> **Collected data entries**
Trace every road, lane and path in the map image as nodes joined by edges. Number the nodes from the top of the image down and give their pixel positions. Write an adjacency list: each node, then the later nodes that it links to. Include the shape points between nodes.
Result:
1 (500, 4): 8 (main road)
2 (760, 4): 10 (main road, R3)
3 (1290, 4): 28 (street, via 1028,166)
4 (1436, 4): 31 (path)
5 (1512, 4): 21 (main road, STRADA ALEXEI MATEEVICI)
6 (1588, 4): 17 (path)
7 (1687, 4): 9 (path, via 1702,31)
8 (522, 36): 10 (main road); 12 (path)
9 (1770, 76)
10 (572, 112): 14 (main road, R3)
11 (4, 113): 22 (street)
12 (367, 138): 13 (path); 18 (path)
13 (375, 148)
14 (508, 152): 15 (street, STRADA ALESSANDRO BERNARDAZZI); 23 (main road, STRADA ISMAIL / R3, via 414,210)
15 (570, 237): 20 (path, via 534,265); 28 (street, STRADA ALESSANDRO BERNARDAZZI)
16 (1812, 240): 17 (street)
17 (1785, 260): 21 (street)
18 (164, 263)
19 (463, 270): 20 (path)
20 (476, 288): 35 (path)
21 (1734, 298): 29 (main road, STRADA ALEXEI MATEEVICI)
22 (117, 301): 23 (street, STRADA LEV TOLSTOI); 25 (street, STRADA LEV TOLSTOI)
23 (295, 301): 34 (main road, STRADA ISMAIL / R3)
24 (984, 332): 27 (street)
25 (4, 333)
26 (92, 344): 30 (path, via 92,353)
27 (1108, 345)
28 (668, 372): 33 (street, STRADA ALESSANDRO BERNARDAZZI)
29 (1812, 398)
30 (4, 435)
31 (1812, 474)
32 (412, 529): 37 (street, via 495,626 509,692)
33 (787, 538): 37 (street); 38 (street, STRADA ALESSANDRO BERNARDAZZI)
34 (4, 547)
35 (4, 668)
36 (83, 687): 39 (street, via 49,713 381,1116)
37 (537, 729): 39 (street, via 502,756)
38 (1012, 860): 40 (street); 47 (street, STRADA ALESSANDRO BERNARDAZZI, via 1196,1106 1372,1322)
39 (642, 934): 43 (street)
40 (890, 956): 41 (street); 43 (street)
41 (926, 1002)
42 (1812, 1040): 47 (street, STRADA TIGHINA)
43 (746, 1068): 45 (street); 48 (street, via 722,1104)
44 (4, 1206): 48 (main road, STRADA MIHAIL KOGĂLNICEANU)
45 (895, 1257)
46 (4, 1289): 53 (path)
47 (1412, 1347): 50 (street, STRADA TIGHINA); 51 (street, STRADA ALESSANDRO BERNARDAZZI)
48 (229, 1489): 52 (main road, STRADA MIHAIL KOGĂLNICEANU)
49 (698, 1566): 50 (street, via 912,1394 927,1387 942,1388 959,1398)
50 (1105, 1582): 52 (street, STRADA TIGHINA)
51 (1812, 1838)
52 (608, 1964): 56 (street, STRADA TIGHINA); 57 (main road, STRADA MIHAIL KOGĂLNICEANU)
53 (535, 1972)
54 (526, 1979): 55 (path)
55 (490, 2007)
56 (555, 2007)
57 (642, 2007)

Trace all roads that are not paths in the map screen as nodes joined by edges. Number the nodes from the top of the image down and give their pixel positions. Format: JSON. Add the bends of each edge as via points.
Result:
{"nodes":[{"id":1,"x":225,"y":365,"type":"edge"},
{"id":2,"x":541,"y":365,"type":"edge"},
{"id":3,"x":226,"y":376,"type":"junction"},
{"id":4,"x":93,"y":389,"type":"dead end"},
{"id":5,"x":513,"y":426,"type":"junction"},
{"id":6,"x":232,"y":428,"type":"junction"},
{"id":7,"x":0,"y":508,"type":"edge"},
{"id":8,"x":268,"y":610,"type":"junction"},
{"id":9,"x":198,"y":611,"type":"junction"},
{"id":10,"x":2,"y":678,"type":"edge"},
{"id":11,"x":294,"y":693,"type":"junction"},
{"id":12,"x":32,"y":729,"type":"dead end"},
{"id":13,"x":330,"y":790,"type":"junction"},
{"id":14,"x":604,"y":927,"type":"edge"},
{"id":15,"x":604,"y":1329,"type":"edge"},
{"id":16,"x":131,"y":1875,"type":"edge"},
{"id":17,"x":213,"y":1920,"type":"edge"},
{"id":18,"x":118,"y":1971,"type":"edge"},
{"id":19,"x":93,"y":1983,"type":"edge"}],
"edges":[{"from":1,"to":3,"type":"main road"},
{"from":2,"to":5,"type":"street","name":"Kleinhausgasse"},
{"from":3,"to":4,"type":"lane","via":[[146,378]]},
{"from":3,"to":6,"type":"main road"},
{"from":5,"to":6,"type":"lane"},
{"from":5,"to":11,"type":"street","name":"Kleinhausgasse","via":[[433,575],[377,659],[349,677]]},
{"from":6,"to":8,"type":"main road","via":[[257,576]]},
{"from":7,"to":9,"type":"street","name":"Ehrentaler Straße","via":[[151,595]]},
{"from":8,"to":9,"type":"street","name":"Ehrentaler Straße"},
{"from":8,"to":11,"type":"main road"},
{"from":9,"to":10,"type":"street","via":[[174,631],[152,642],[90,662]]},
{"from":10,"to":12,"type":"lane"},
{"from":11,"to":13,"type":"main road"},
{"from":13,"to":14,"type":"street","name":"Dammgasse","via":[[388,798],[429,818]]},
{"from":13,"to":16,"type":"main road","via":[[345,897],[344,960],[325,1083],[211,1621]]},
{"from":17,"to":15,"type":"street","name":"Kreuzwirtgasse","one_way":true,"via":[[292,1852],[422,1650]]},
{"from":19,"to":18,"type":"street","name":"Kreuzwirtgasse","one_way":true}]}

> **Your objective**
All the records above need to be output exactly, with none omitted.

> **Result of the task**
Trace every road, lane and path in the map image as nodes joined by edges. Number the nodes from the top of the image down and give their pixel positions. Write an adjacency list: each node, then the later nodes that it links to. Include the shape points between nodes.
Result:
1 (500, 4): 8 (main road)
2 (760, 4): 10 (main road, R3)
3 (1290, 4): 28 (street, via 1028,166)
4 (1436, 4): 31 (path)
5 (1512, 4): 21 (main road, STRADA ALEXEI MATEEVICI)
6 (1588, 4): 17 (path)
7 (1687, 4): 9 (path, via 1702,31)
8 (522, 36): 10 (main road); 12 (path)
9 (1770, 76)
10 (572, 112): 14 (main road, R3)
11 (4, 113): 22 (street)
12 (367, 138): 13 (path); 18 (path)
13 (375, 148)
14 (508, 152): 15 (street, STRADA ALESSANDRO BERNARDAZZI); 23 (main road, STRADA ISMAIL / R3, via 414,210)
15 (570, 237): 20 (path, via 534,265); 28 (street, STRADA ALESSANDRO BERNARDAZZI)
16 (1812, 240): 17 (street)
17 (1785, 260): 21 (street)
18 (164, 263)
19 (463, 270): 20 (path)
20 (476, 288): 35 (path)
21 (1734, 298): 29 (main road, STRADA ALEXEI MATEEVICI)
22 (117, 301): 23 (street, STRADA LEV TOLSTOI); 25 (street, STRADA LEV TOLSTOI)
23 (295, 301): 34 (main road, STRADA ISMAIL / R3)
24 (984, 332): 27 (street)
25 (4, 333)
26 (92, 344): 30 (path, via 92,353)
27 (1108, 345)
28 (668, 372): 33 (street, STRADA ALESSANDRO BERNARDAZZI)
29 (1812, 398)
30 (4, 435)
31 (1812, 474)
32 (412, 529): 37 (street, via 495,626 509,692)
33 (787, 538): 37 (street); 38 (street, STRADA ALESSANDRO BERNARDAZZI)
34 (4, 547)
35 (4, 668)
36 (83, 687): 39 (street, via 49,713 381,1116)
37 (537, 729): 39 (street, via 502,756)
38 (1012, 860): 40 (street); 47 (street, STRADA ALESSANDRO BERNARDAZZI, via 1196,1106 1372,1322)
39 (642, 934): 43 (street)
40 (890, 956): 41 (street); 43 (street)
41 (926, 1002)
42 (1812, 1040): 47 (street, STRADA TIGHINA)
43 (746, 1068): 45 (street); 48 (street, via 722,1104)
44 (4, 1206): 48 (main road, STRADA MIHAIL KOGĂLNICEANU)
45 (895, 1257)
46 (4, 1289): 53 (path)
47 (1412, 1347): 50 (street, STRADA TIGHINA); 51 (street, STRADA ALESSANDRO BERNARDAZZI)
48 (229, 1489): 52 (main road, STRADA MIHAIL KOGĂLNICEANU)
49 (698, 1566): 50 (street, via 912,1394 927,1387 942,1388 959,1398)
50 (1105, 1582): 52 (street, STRADA TIGHINA)
51 (1812, 1838)
52 (608, 1964): 56 (street, STRADA TIGHINA); 57 (main road, STRADA MIHAIL KOGĂLNICEANU)
53 (535, 1972)
54 (526, 1979): 55 (path)
55 (490, 2007)
56 (555, 2007)
57 (642, 2007)

Trace all roads that are not paths in the map screen as nodes joined by edges. Number the nodes from the top of the image down and give their pixel positions. Format: JSON. Add the bends of each edge as via points.
Result:
{"nodes":[{"id":1,"x":225,"y":365,"type":"edge"},
{"id":2,"x":541,"y":365,"type":"edge"},
{"id":3,"x":226,"y":376,"type":"junction"},
{"id":4,"x":93,"y":389,"type":"dead end"},
{"id":5,"x":513,"y":426,"type":"junction"},
{"id":6,"x":232,"y":428,"type":"junction"},
{"id":7,"x":0,"y":508,"type":"edge"},
{"id":8,"x":268,"y":610,"type":"junction"},
{"id":9,"x":198,"y":611,"type":"junction"},
{"id":10,"x":2,"y":678,"type":"edge"},
{"id":11,"x":294,"y":693,"type":"junction"},
{"id":12,"x":32,"y":729,"type":"dead end"},
{"id":13,"x":330,"y":790,"type":"junction"},
{"id":14,"x":604,"y":927,"type":"edge"},
{"id":15,"x":604,"y":1329,"type":"edge"},
{"id":16,"x":131,"y":1875,"type":"edge"},
{"id":17,"x":213,"y":1920,"type":"edge"},
{"id":18,"x":118,"y":1971,"type":"edge"},
{"id":19,"x":93,"y":1983,"type":"edge"}],
"edges":[{"from":1,"to":3,"type":"main road"},
{"from":2,"to":5,"type":"street","name":"Kleinhausgasse"},
{"from":3,"to":4,"type":"lane","via":[[146,378]]},
{"from":3,"to":6,"type":"main road"},
{"from":5,"to":6,"type":"lane"},
{"from":5,"to":11,"type":"street","name":"Kleinhausgasse","via":[[433,575],[377,659],[349,677]]},
{"from":6,"to":8,"type":"main road","via":[[257,576]]},
{"from":7,"to":9,"type":"street","name":"Ehrentaler Straße","via":[[151,595]]},
{"from":8,"to":9,"type":"street","name":"Ehrentaler Straße"},
{"from":8,"to":11,"type":"main road"},
{"from":9,"to":10,"type":"street","via":[[174,631],[152,642],[90,662]]},
{"from":10,"to":12,"type":"lane"},
{"from":11,"to":13,"type":"main road"},
{"from":13,"to":14,"type":"street","name":"Dammgasse","via":[[388,798],[429,818]]},
{"from":13,"to":16,"type":"main road","via":[[345,897],[344,960],[325,1083],[211,1621]]},
{"from":17,"to":15,"type":"street","name":"Kreuzwirtgasse","one_way":true,"via":[[292,1852],[422,1650]]},
{"from":19,"to":18,"type":"street","name":"Kreuzwirtgasse","one_way":true}]}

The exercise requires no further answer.